Infinite dimensional Morse theory is a highly effective tool for analyzing multiple solution problems in nonlinear differential equations. One of its key concepts is the critical group $C_q(f,x)$ for a $C^1$ functional f at an isolated critical point x. This critical group captures the local behavior of f near x. In many applications, critical groups help in distinguishing between critical points and, furthermore, can be used to identify new critical points through the Morse inequality. Consequently, studying the critical group is crucial.
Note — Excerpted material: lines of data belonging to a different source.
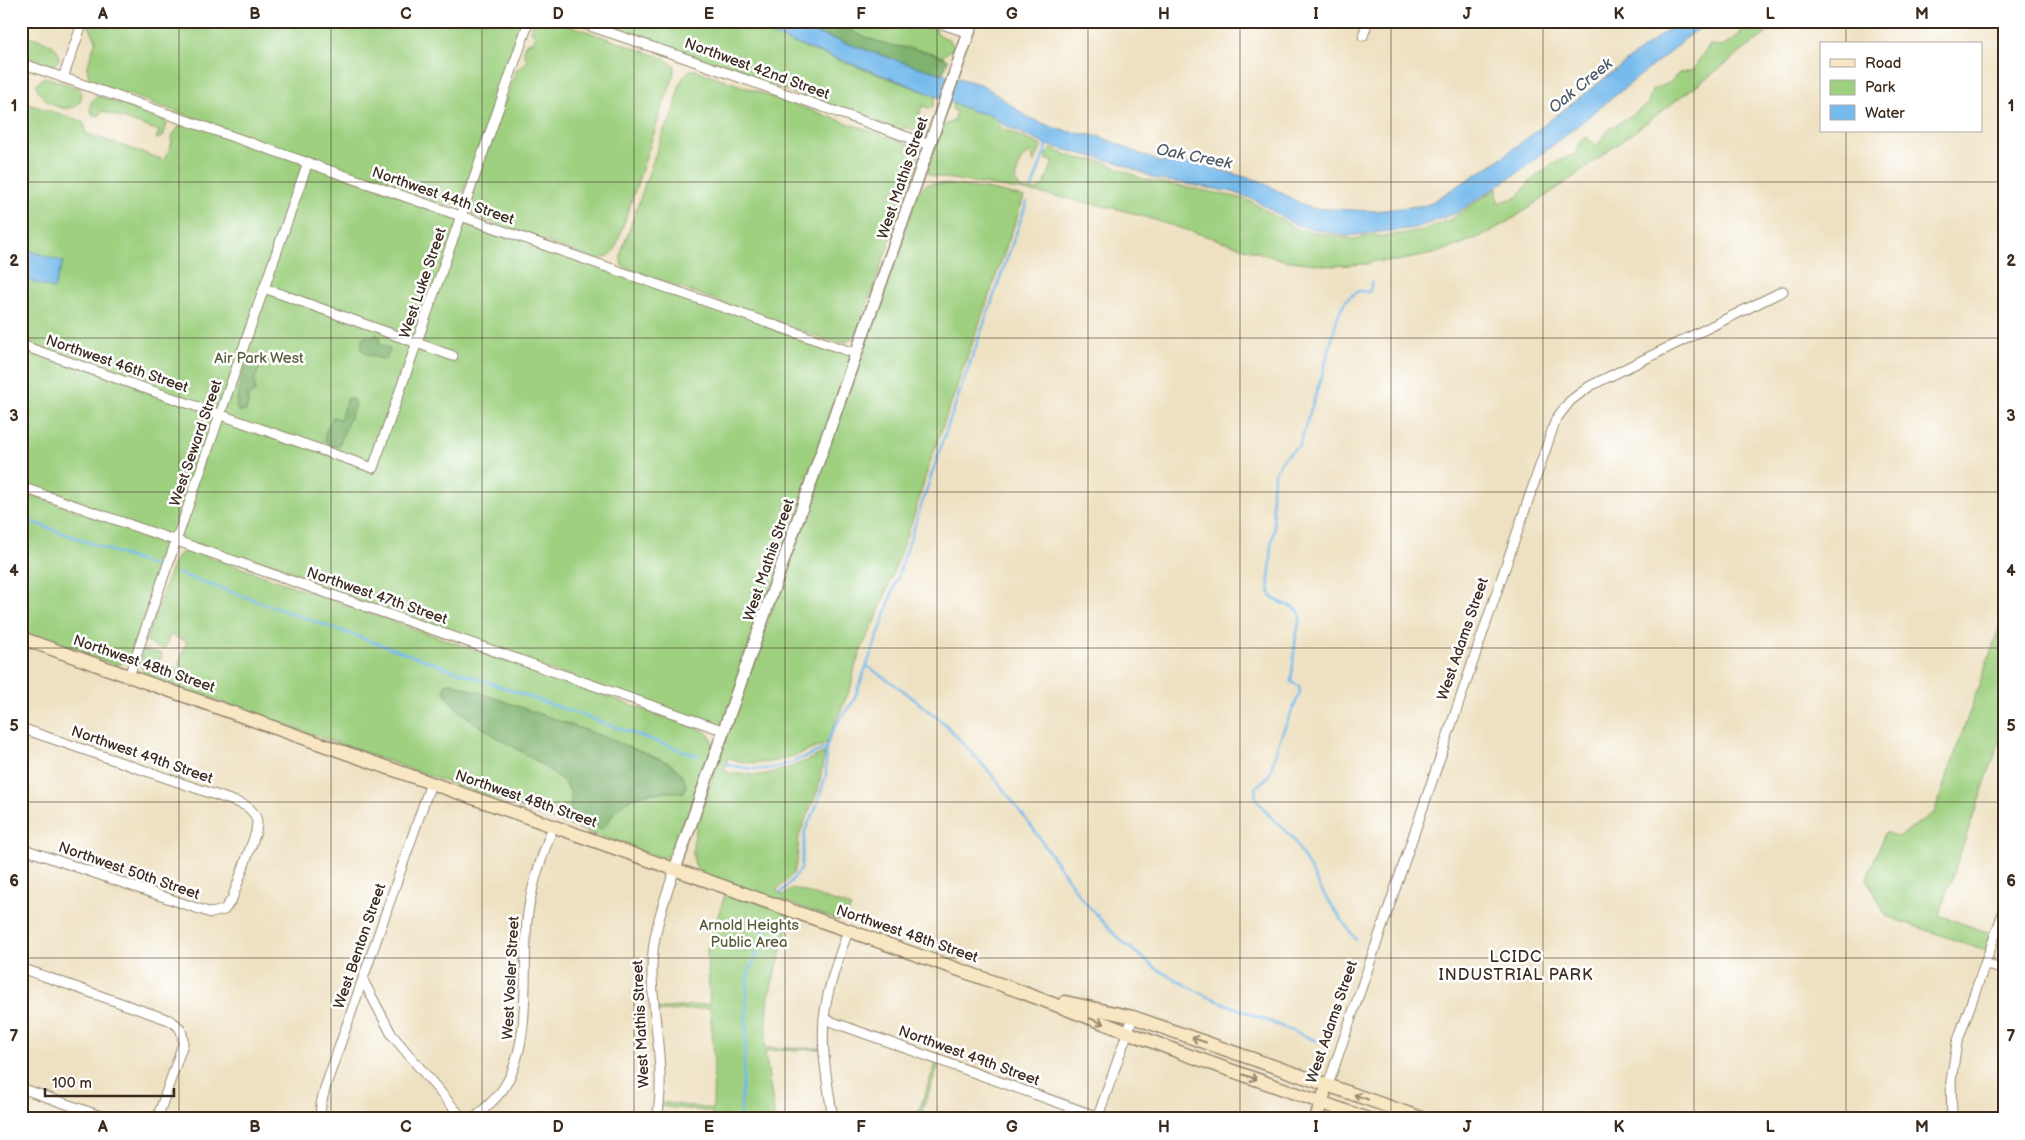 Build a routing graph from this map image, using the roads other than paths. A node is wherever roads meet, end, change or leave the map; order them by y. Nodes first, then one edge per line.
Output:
1 (83, 21) edge
2 (529, 21) edge
3 (575, 21) edge
4 (933, 21) edge
5 (973, 21) edge
6 (1368, 21) edge
7 (969, 34) junction
8 (1363, 36) dead end
9 (21, 63) edge
10 (63, 78) junction
11 (930, 145) junction
12 (308, 162) junction
13 (461, 217) junction
14 (264, 288) junction
15 (1783, 291) dead end
16 (417, 343) junction
17 (21, 345) edge
18 (857, 354) junction
19 (453, 356) dead end
20 (220, 414) junction
21 (373, 468) joint
22 (21, 488) edge
23 (177, 541) junction
24 (21, 638) edge
25 (129, 676) junction
26 (21, 728) edge
27 (724, 730) junction
28 (431, 783) junction
29 (553, 826) junction
30 (21, 848) edge
31 (675, 869) junction
32 (227, 907) joint
33 (2004, 910) edge
34 (848, 931) junction
35 (1985, 964) junction
36 (21, 968) edge
37 (2004, 970) edge
38 (363, 980) junction
39 (1019, 991) junction
40 (1133, 1017) junction
41 (824, 1019) junction
42 (1128, 1033) junction
43 (1328, 1085) junction
44 (21, 1088) edge
45 (1321, 1102) junction
46 (1100, 1118) edge
47 (108, 1119) edge
48 (157, 1119) edge
49 (320, 1119) edge
50 (463, 1119) edge
51 (474, 1119) edge
52 (657, 1119) edge
53 (833, 1119) edge
54 (1316, 1119) edge
55 (1368, 1119) edge
56 (1424, 1119) edge
57 (1952, 1119) edge

1 - 10 street
2 - 13 street, West Luke Street
3 - 11 street, Northwest 42nd Street
4 - 7 street
5 - 7 street, West Mathis Street
6 - 8 street
7 - 11 street, West Mathis Street
9 - 10 street, Northwest 44th Street
10 - 12 street, Northwest 44th Street
11 - 18 street, West Mathis Street
12 - 13 street, Northwest 44th Street
12 - 14 street, West Seward Street
13 - 16 street, West Luke Street
13 - 18 street, Northwest 44th Street
14 - 16 street
14 - 20 street, West Seward Street
15 - 43 street, West Adams Street
16 - 19 street
16 - 21 street, West Luke Street
17 - 20 street, Northwest 46th Street
18 - 27 street, West Mathis Street
20 - 21 street, Northwest 46th Street
20 - 23 street, West Seward Street
22 - 23 street, Northwest 47th Street
23 - 25 street, West Seward Street
23 - 27 street, Northwest 47th Street
24 - 25 main road, Northwest 48th Street
25 - 28 main road, Northwest 48th Street
26 - 32 street, Northwest 49th Street
27 - 31 street, West Mathis Street
28 - 29 main road, Northwest 48th Street
28 - 38 street, West Benton Street
29 - 31 main road, Northwest 48th Street
29 - 51 street, West Vosler Street
30 - 32 street, Northwest 50th Street
31 - 34 main road, Northwest 48th Street
31 - 52 street, West Mathis Street
33 - 35 street
34 - 39 main road, Northwest 48th Street
34 - 41 street
35 - 37 street
35 - 57 street
36 - 48 street
38 - 49 street, West Benton Street
38 - 50 street
39 - 40 main road, Northwest 48th Street
39 -> 42 main road, Northwest 48th Street
40 - 42 street
43 -> 40 main road, Northwest 48th Street
41 - 46 street, Northwest 49th Street
41 - 53 street
42 -> 45 main road, Northwest 48th Street
42 - 46 street
43 - 45 main road, West Adams Street
56 -> 43 main road, Northwest 48th Street
44 - 47 street
45 - 54 main road, West Adams Street
45 - 55 main road, Northwest 48th Street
On the other hand, the saddle point reduction (also known as the Lyapunov–Schmidt Reduction) is a powerful technique for finding the critical points of some $C^1$ functionals. Essentially, under certain conditions, this reduction yields a reduced functional on a subspace that is closely related to the study of the original functional, particularly concerning the relationship between critical points.
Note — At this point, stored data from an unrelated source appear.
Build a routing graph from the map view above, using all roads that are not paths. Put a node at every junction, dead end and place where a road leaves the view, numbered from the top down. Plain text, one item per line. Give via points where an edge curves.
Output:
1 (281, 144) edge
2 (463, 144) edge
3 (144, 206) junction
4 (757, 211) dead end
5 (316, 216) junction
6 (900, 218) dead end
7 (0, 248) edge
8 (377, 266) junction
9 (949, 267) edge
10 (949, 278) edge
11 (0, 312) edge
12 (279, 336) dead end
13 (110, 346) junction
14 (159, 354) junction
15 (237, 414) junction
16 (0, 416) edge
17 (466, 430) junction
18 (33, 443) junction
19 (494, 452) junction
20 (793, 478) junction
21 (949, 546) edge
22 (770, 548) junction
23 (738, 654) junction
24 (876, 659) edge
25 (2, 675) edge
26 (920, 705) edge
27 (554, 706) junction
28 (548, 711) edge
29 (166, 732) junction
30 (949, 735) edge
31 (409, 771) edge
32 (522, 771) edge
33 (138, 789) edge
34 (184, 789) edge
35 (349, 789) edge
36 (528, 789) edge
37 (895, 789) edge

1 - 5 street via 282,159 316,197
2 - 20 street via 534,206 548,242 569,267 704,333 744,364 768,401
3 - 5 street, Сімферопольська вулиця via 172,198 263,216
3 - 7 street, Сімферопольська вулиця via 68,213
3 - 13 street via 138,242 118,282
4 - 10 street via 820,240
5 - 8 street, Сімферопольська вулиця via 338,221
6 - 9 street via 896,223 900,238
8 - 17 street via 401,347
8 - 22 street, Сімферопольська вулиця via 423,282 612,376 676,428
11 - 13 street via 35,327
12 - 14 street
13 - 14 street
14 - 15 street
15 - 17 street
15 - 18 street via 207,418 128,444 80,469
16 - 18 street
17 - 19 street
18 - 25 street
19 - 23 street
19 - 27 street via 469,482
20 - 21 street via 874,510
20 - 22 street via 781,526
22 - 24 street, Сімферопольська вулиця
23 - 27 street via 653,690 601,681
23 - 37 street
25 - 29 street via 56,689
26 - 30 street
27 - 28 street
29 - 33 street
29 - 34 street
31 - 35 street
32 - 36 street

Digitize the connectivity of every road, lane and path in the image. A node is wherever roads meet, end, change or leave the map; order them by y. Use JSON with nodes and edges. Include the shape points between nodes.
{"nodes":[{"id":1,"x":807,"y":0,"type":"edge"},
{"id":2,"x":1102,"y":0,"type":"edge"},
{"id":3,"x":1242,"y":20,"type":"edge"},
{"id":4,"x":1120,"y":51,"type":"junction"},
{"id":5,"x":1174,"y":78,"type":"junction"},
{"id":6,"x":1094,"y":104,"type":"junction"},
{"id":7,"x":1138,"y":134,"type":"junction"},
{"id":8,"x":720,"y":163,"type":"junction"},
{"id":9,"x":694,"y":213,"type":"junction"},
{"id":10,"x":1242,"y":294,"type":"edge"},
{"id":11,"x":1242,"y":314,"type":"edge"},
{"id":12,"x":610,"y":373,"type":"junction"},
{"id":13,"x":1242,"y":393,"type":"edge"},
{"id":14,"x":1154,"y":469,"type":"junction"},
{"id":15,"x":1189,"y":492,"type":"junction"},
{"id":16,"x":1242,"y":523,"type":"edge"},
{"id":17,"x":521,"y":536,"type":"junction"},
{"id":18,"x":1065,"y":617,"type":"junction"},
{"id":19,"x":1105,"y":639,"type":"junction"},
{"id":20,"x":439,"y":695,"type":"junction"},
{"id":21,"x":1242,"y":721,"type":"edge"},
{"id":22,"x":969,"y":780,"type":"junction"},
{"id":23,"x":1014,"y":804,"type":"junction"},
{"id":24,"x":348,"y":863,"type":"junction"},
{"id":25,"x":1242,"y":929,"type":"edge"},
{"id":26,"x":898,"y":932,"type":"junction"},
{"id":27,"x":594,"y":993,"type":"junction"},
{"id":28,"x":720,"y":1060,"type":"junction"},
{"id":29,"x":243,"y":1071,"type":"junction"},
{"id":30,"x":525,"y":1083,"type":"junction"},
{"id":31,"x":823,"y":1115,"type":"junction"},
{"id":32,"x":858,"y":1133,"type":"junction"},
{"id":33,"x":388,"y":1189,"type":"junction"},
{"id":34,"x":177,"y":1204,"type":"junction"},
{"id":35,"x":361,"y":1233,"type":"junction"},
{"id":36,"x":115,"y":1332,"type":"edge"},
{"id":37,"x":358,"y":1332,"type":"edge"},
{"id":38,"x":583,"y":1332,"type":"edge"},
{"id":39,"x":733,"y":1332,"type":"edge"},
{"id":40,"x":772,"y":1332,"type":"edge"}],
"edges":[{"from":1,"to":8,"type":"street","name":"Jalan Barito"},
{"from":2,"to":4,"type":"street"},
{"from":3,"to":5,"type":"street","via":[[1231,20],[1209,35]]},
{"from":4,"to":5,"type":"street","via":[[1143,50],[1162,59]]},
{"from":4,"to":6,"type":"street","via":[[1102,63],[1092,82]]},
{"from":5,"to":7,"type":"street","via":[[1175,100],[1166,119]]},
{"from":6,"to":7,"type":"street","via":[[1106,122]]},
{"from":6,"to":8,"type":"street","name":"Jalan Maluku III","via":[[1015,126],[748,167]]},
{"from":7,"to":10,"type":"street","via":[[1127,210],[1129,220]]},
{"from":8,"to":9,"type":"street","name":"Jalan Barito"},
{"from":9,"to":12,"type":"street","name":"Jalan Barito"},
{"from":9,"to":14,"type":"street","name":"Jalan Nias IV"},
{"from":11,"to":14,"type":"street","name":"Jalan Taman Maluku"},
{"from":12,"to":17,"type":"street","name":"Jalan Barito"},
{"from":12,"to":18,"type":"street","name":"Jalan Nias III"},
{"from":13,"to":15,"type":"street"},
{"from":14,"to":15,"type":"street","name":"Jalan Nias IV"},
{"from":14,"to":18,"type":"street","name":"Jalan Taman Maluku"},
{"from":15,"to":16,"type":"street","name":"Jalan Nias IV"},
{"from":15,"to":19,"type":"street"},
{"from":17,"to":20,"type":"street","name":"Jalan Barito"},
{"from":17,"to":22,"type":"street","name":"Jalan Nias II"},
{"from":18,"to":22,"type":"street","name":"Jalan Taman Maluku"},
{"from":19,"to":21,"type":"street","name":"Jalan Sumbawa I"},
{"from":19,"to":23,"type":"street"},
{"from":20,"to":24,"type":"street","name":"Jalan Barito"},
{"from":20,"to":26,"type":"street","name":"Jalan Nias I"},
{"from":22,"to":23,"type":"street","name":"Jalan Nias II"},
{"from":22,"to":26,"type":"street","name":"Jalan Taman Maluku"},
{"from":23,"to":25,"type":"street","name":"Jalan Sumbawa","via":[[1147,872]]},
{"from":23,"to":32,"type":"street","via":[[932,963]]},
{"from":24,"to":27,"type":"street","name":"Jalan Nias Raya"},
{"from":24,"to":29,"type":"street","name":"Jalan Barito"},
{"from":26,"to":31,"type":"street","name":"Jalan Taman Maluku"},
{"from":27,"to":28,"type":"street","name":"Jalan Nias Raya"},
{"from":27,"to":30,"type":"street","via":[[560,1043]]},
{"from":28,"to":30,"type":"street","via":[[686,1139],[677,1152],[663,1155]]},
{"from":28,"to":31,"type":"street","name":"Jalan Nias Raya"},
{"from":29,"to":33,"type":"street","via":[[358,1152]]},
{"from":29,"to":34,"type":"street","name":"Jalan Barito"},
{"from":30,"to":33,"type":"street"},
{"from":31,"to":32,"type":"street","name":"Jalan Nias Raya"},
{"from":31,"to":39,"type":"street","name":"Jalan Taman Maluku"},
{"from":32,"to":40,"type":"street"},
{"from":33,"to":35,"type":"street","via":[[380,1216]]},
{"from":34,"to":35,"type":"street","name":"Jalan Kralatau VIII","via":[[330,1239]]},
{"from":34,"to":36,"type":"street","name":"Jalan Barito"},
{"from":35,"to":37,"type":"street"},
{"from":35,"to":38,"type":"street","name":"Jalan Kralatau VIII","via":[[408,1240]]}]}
In this paper, we first establish the relationship between the Morse index and the critical group before and after the saddle point reduction. We then apply our abstract results to examine the existence of two nontrivial solutions for the second-order Hamiltonian system. This approach offers a new perspective for identifying nontrivial solutions in other boundary value problems.